WORK REQUIRED:
In the entries that follow, find the word "every" and report each line it is on.

GIVEN RECORDS:
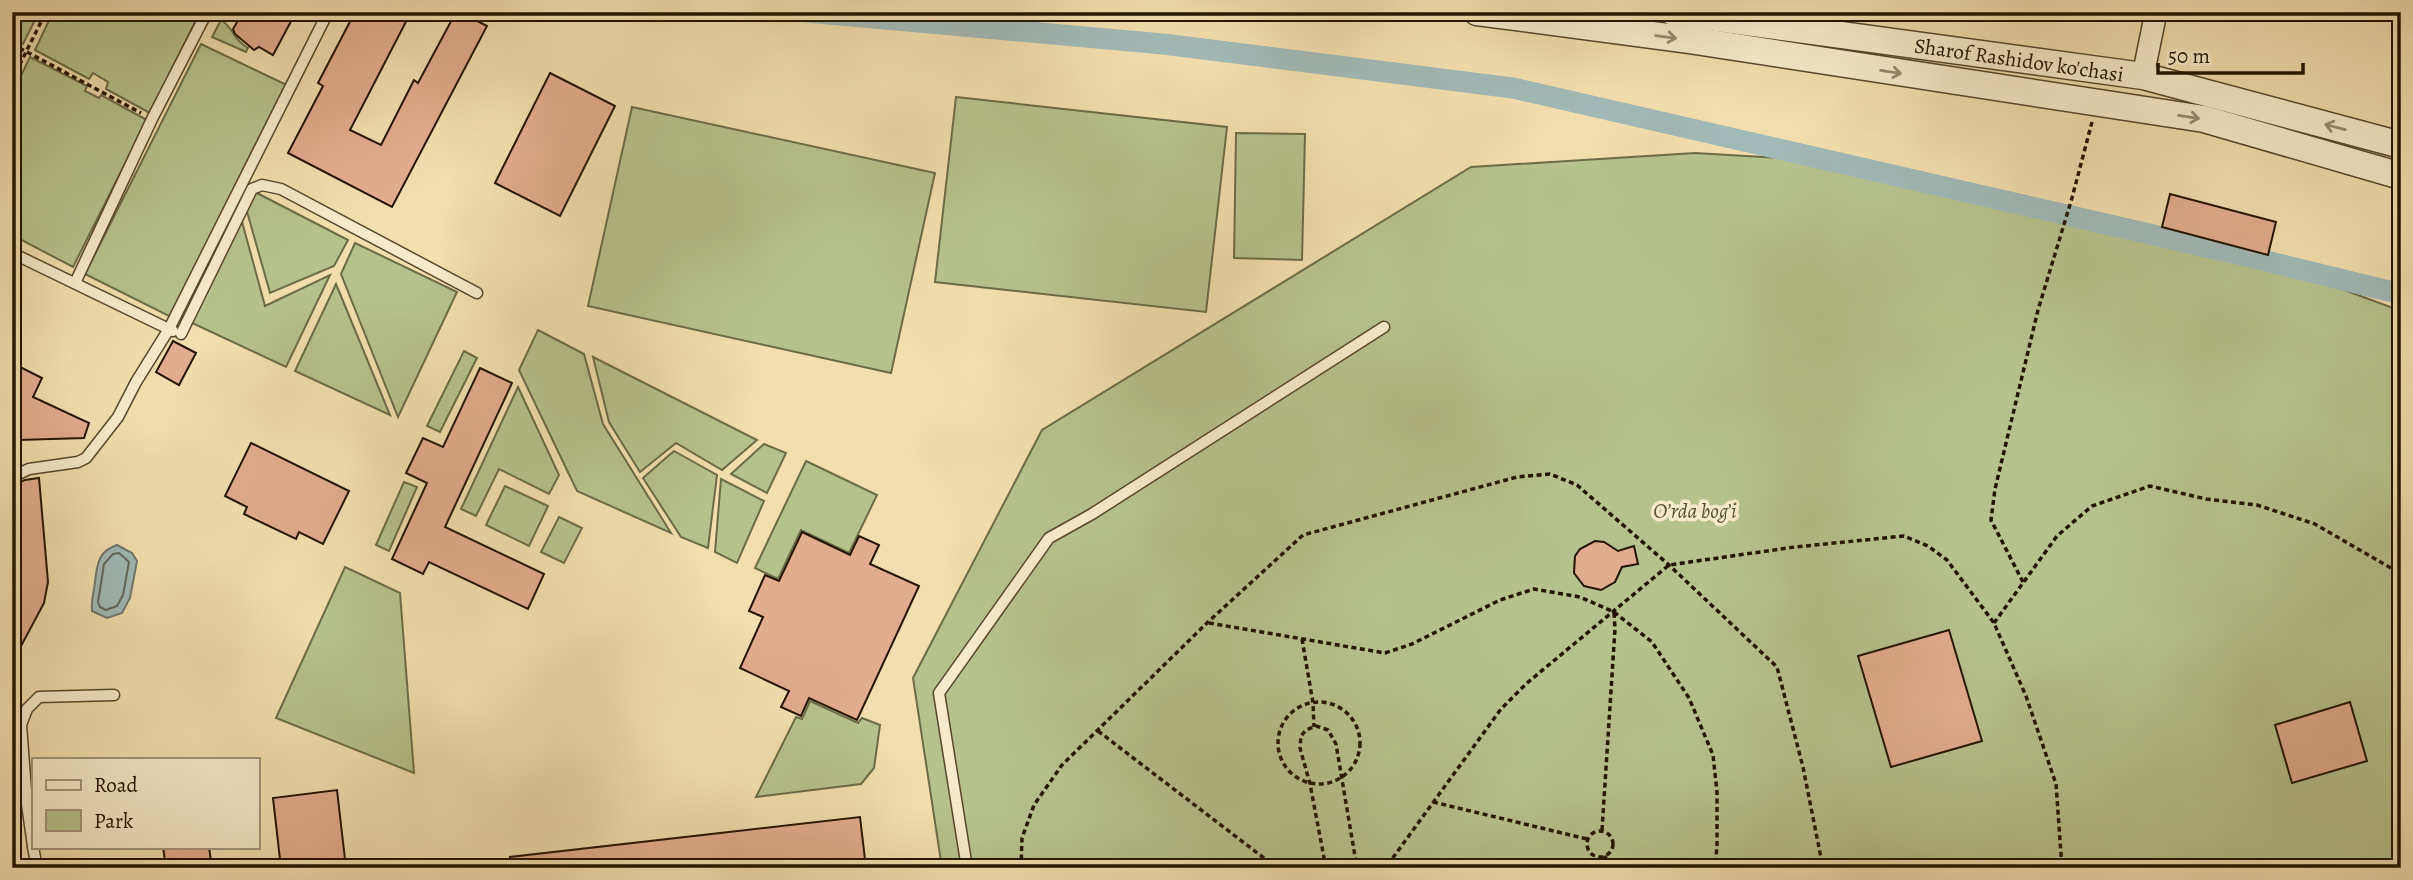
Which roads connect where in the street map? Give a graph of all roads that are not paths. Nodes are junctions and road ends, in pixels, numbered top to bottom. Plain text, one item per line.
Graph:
1 (207, 12) edge
2 (328, 12) edge
3 (1477, 12) edge
4 (1673, 12) edge
5 (2156, 12) edge
6 (2143, 76) junction
7 (2136, 108) junction
8 (2401, 145) edge
9 (2401, 176) edge
10 (12, 253) edge
11 (75, 283) junction
12 (477, 293) dead end
13 (1384, 327) dead end
14 (174, 332) junction
15 (12, 477) edge
16 (114, 695) dead end
17 (32, 839) edge
18 (33, 848) edge
19 (37, 868) edge
20 (967, 868) edge

1 - 11 lane
2 - 14 lane
3 -> 7 street
4 - 6 street, Sharof Rashidov ko'chasi
5 - 6 street
6 - 7 street
8 -> 6 street, Sharof Rashidov ko'chasi
7 -> 9 street
10 - 11 lane
11 - 14 lane
12 - 14 lane
13 - 20 lane
14 - 15 lane
16 - 17 lane
18 - 19 lane

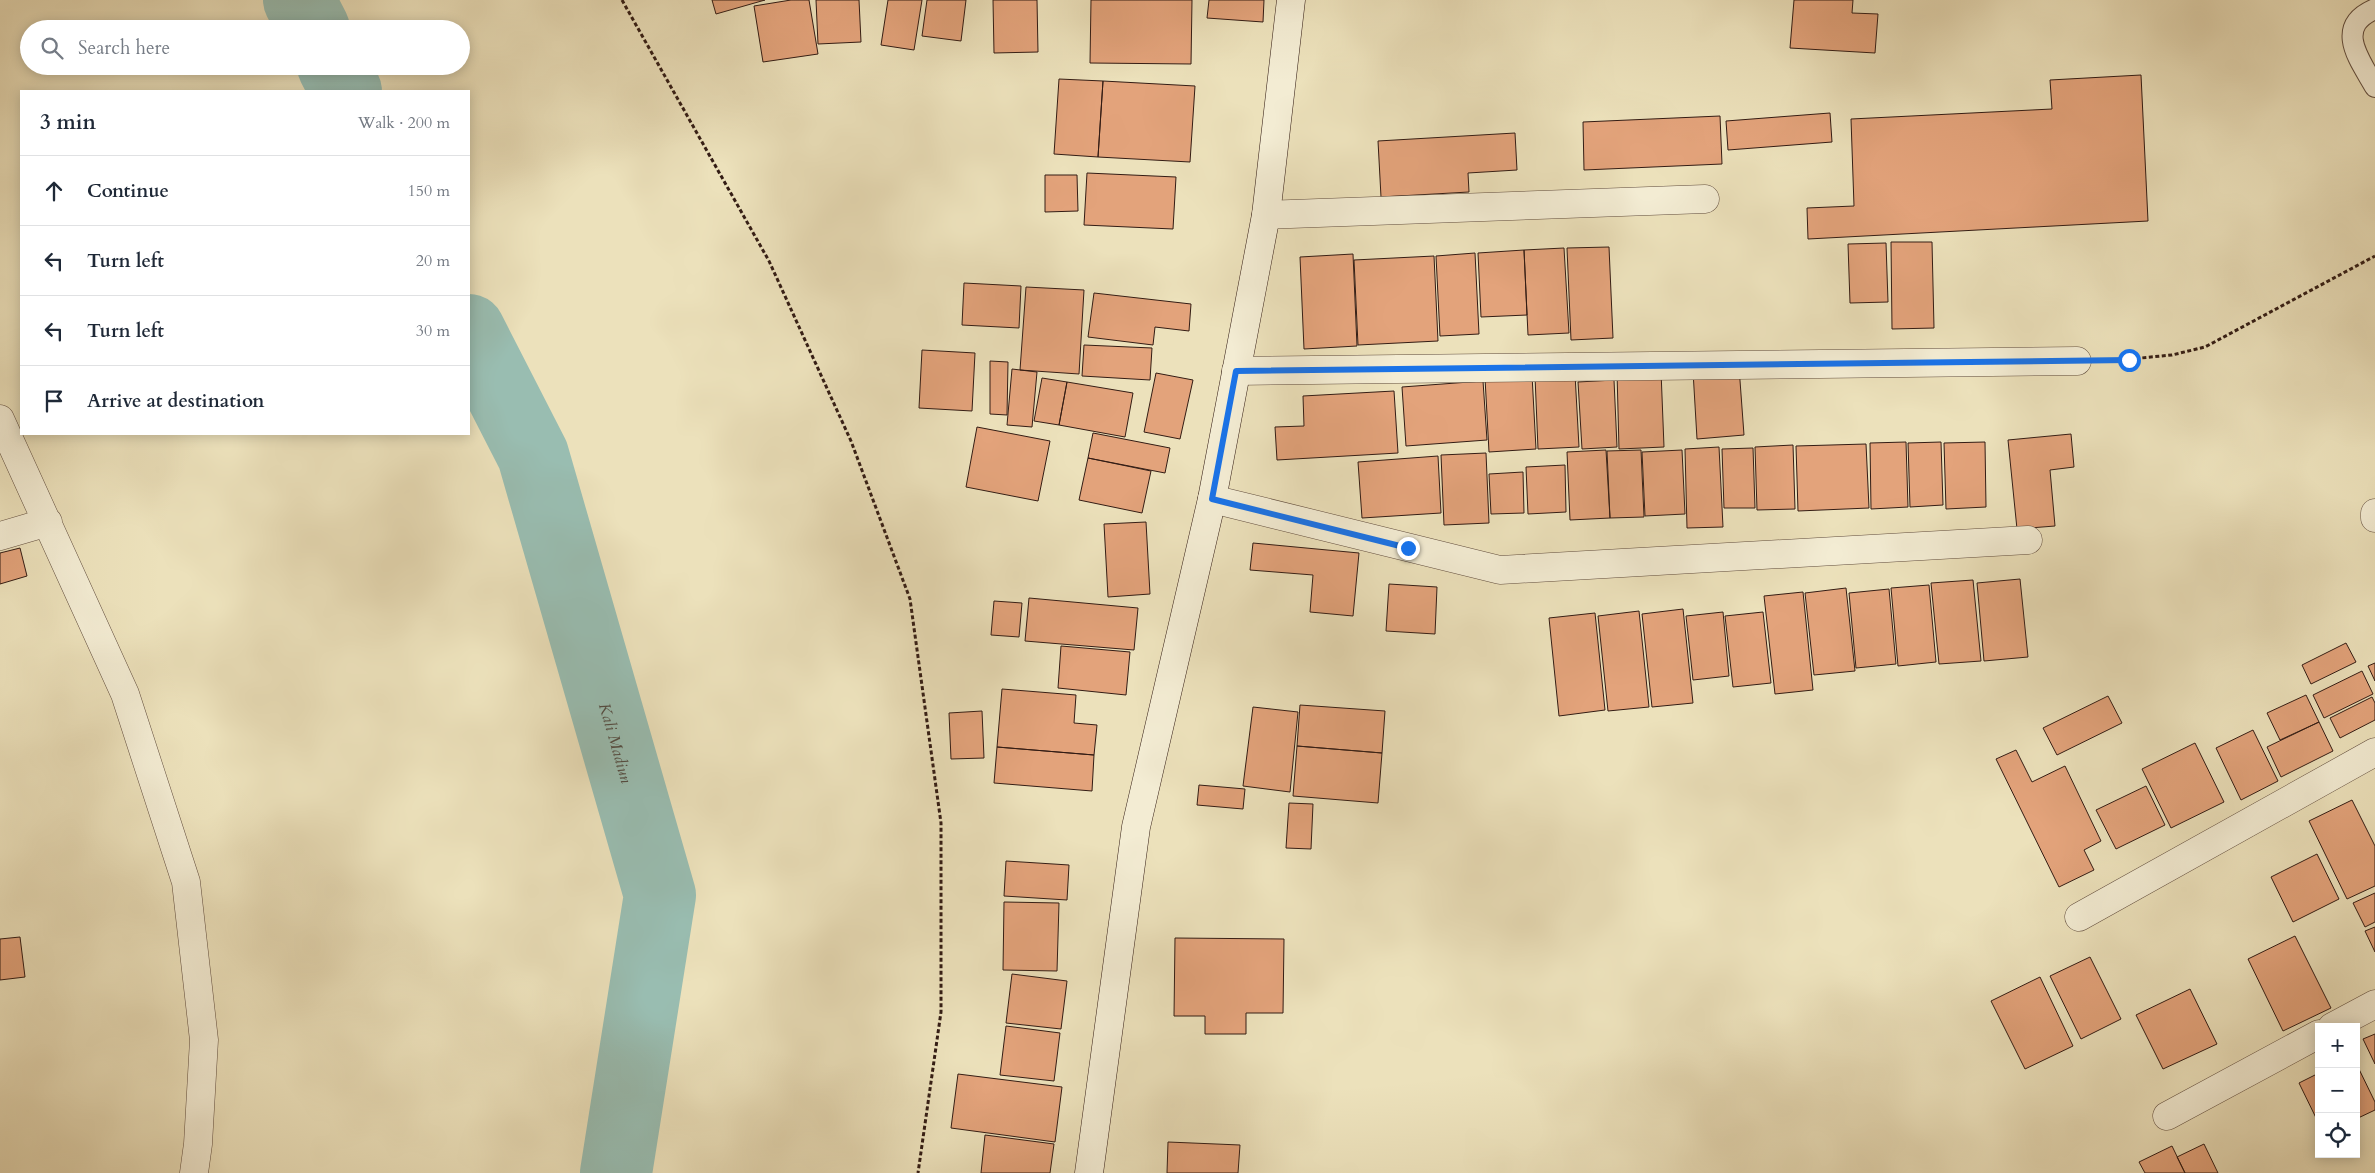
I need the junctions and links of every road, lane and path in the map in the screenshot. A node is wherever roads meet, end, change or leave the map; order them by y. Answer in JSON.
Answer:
{"nodes":[{"id":1,"x":622,"y":0,"type":"edge"},
{"id":2,"x":1291,"y":0,"type":"edge"},
{"id":3,"x":2375,"y":9,"type":"edge"},
{"id":4,"x":2375,"y":87,"type":"edge"},
{"id":5,"x":1705,"y":199,"type":"dead end"},
{"id":6,"x":1266,"y":215,"type":"junction"},
{"id":7,"x":2375,"y":256,"type":"edge"},
{"id":8,"x":2077,"y":361,"type":"joint"},
{"id":9,"x":1236,"y":371,"type":"junction"},
{"id":10,"x":0,"y":419,"type":"edge"},
{"id":11,"x":1212,"y":499,"type":"junction"},
{"id":12,"x":2375,"y":514,"type":"edge"},
{"id":13,"x":2375,"y":518,"type":"edge"},
{"id":14,"x":48,"y":522,"type":"junction"},
{"id":15,"x":0,"y":536,"type":"edge"},
{"id":16,"x":2028,"y":540,"type":"dead end"},
{"id":17,"x":2375,"y":752,"type":"edge"},
{"id":18,"x":2079,"y":917,"type":"dead end"},
{"id":19,"x":2375,"y":1004,"type":"edge"},
{"id":20,"x":2339,"y":1023,"type":"edge"},
{"id":21,"x":2315,"y":1036,"type":"edge"},
{"id":22,"x":2167,"y":1116,"type":"dead end"},
{"id":23,"x":194,"y":1173,"type":"edge"},
{"id":24,"x":918,"y":1173,"type":"edge"},
{"id":25,"x":1089,"y":1173,"type":"edge"}],
"edges":[{"from":1,"to":24,"type":"path"},
{"from":2,"to":6,"type":"street"},
{"from":3,"to":4,"type":"lane"},
{"from":5,"to":6,"type":"street"},
{"from":6,"to":9,"type":"street"},
{"from":7,"to":8,"type":"path"},
{"from":8,"to":9,"type":"street"},
{"from":9,"to":11,"type":"street"},
{"from":10,"to":14,"type":"street"},
{"from":11,"to":16,"type":"street"},
{"from":11,"to":25,"type":"street"},
{"from":12,"to":13,"type":"street"},
{"from":14,"to":15,"type":"street"},
{"from":14,"to":23,"type":"street"},
{"from":17,"to":18,"type":"street"},
{"from":19,"to":20,"type":"street"},
{"from":21,"to":22,"type":"street"}]}
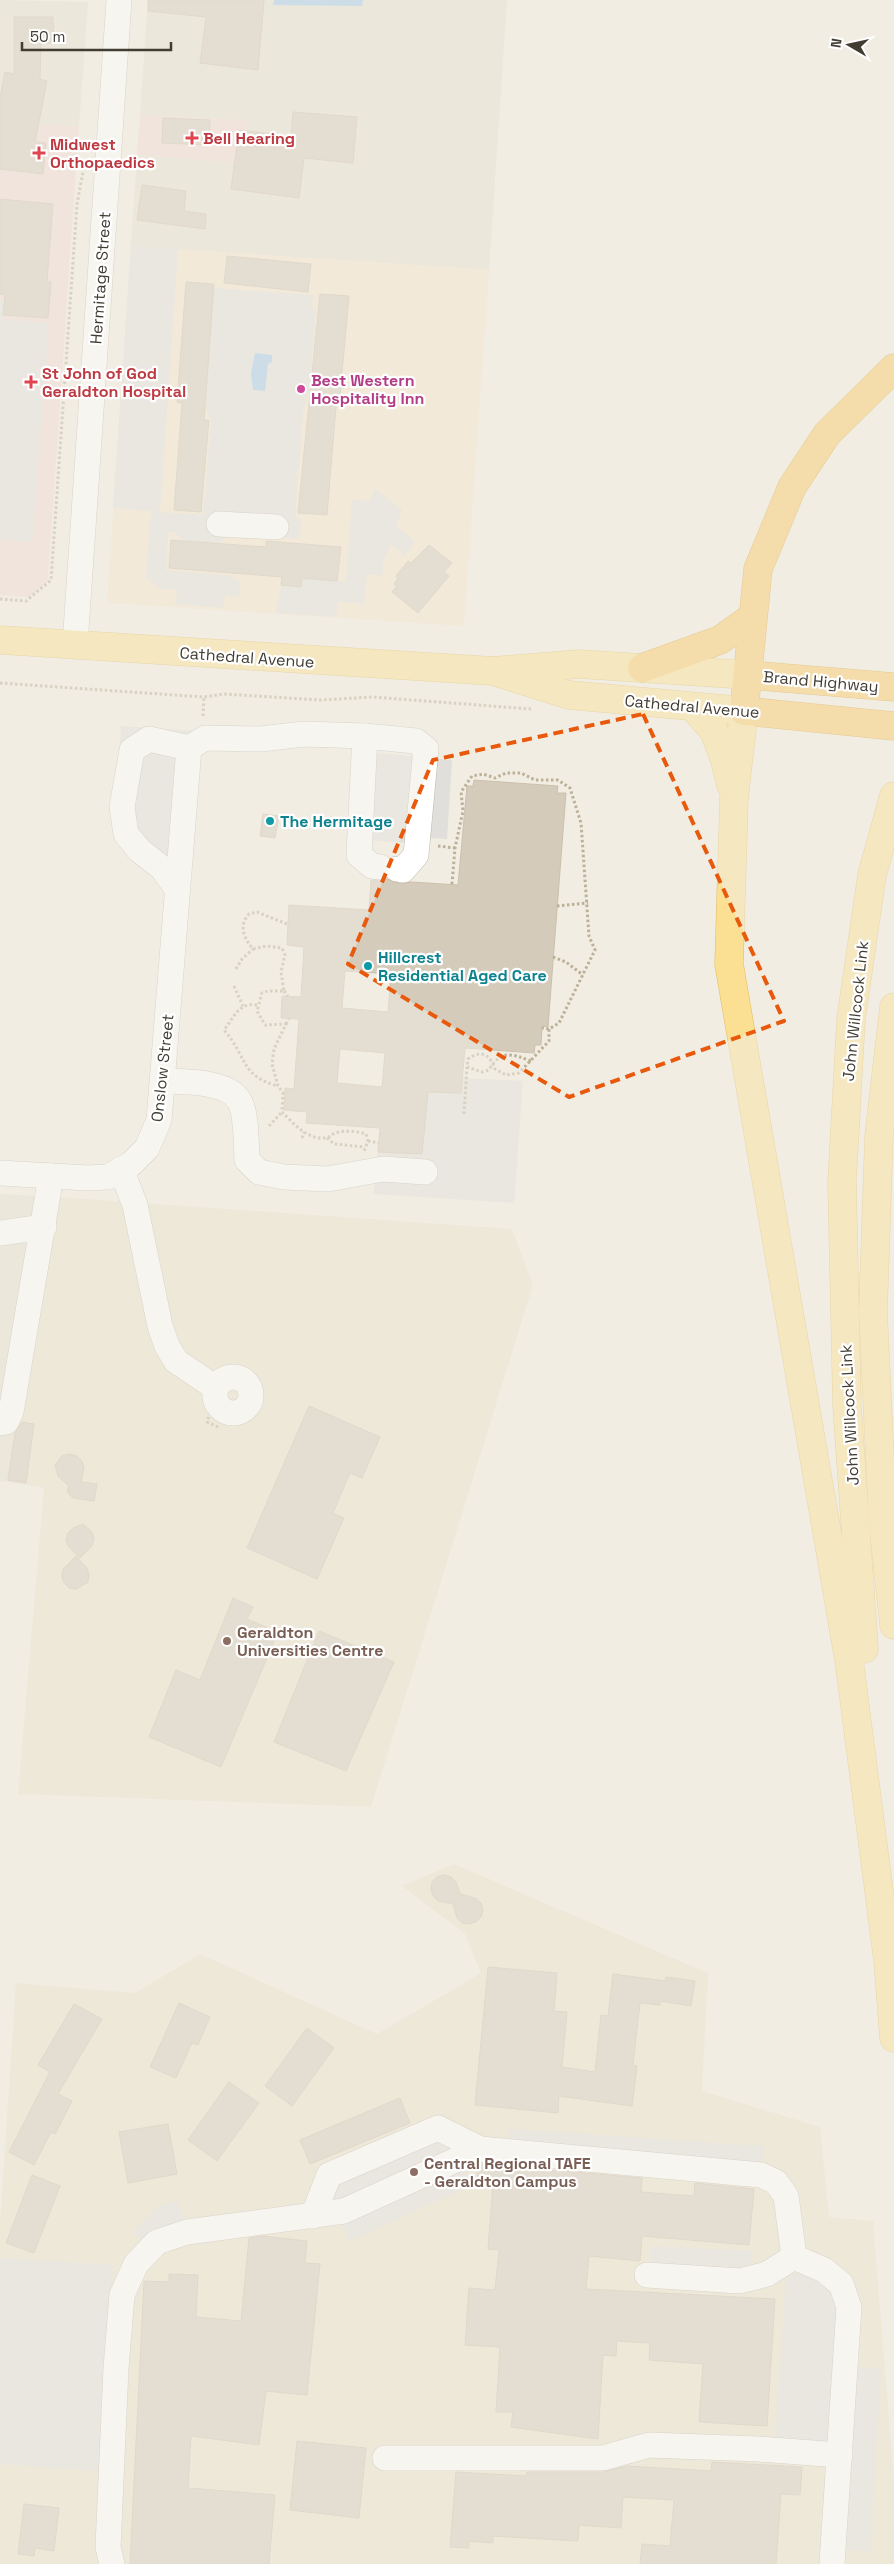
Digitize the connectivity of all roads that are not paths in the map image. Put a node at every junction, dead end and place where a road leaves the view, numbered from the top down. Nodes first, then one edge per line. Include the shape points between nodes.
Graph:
1 (119, 0) edge
2 (894, 368) edge
3 (219, 524) dead end
4 (276, 527) dead end
5 (752, 617) junction
6 (0, 640) edge
7 (75, 645) junction
8 (642, 668) junction
9 (494, 671) junction
10 (748, 675) junction
11 (884, 686) edge
12 (693, 707) junction
13 (744, 711) junction
14 (894, 726) edge
15 (366, 736) junction
16 (189, 748) junction
17 (894, 796) edge
18 (734, 798) junction
19 (177, 889) junction
20 (894, 1007) edge
21 (163, 1081) junction
22 (121, 1169) junction
23 (425, 1172) dead end
24 (0, 1173) edge
25 (52, 1176) junction
26 (44, 1227) junction
27 (0, 1233) edge
28 (216, 1388) dead end
29 (0, 1424) edge
30 (894, 1624) edge
31 (887, 1953) junction
32 (894, 2038) edge
33 (480, 2149) junction
34 (313, 2216) junction
35 (794, 2257) junction
36 (647, 2275) dead end
37 (840, 2455) junction
38 (384, 2458) dead end
39 (112, 2564) edge
40 (832, 2564) edge

1 - 7 street, Hermitage Street
2 - 5 highway via 827,434 792,487 758,569
3 - 4 street
5 - 8 highway via 720,640
5 - 10 highway
6 - 7 main road, Cathedral Avenue
7 - 9 main road, Cathedral Avenue
8 - 9 main road, Cathedral Avenue via 579,664
8 - 10 main road, Cathedral Avenue
9 - 12 main road, Cathedral Avenue via 569,695
10 - 11 highway, Brand Highway
10 - 13 highway
12 - 13 main road, Cathedral Avenue
12 - 18 main road via 714,731
13 - 14 highway, Cathedral Avenue
13 - 18 main road
15 - 15 street via 359,855 372,866 403,870 416,854 426,749 416,741
15 - 16 street via 304,734 261,739 205,738
16 - 19 street, Onslow Street
16 - 19 street via 149,739 132,750 122,807 126,834 139,850 162,868
17 - 31 main road, John Willcock Link via 872,875 851,1020 842,1182 847,1406
18 - 31 main road via 729,964 850,1660
19 - 21 street, Onslow Street
20 - 30 main road, John Willcock Link via 879,1136 873,1312 883,1523
21 - 22 street, Onslow Street via 159,1120 147,1148
21 - 23 street via 209,1084 224,1089 240,1101 247,1160 259,1172 328,1179 383,1169
22 - 25 street, Onslow Street via 108,1177
22 - 28 street via 135,1205 167,1346 176,1361
24 - 25 street, Onslow Street
25 - 26 street
26 - 27 street
26 - 29 street via 11,1412 6,1422
31 - 32 main road, John Willcock Link
33 - 34 street via 344,2211
33 - 34 street via 438,2128 329,2175
33 - 35 street via 761,2175 776,2182 786,2196
34 - 39 street via 187,2232 157,2242 136,2264 122,2295 116,2368 108,2546
35 - 36 street via 767,2274 740,2281
35 - 37 street via 824,2270 841,2284 849,2307
37 - 38 street via 648,2445 604,2458
37 - 40 street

COMPLETED EXERCISE:
I need the junctions and links of every road, lane and path in the map in the screenshot. A node is wherever roads meet, end, change or leave the map; order them by y. Answer in JSON.
Digitize the connectivity of all roads that are not paths in the map image. Put a node at every junction, dead end and place where a road leaves the view, numbered from the top down. Nodes first, then one edge per line. Include the shape points between nodes.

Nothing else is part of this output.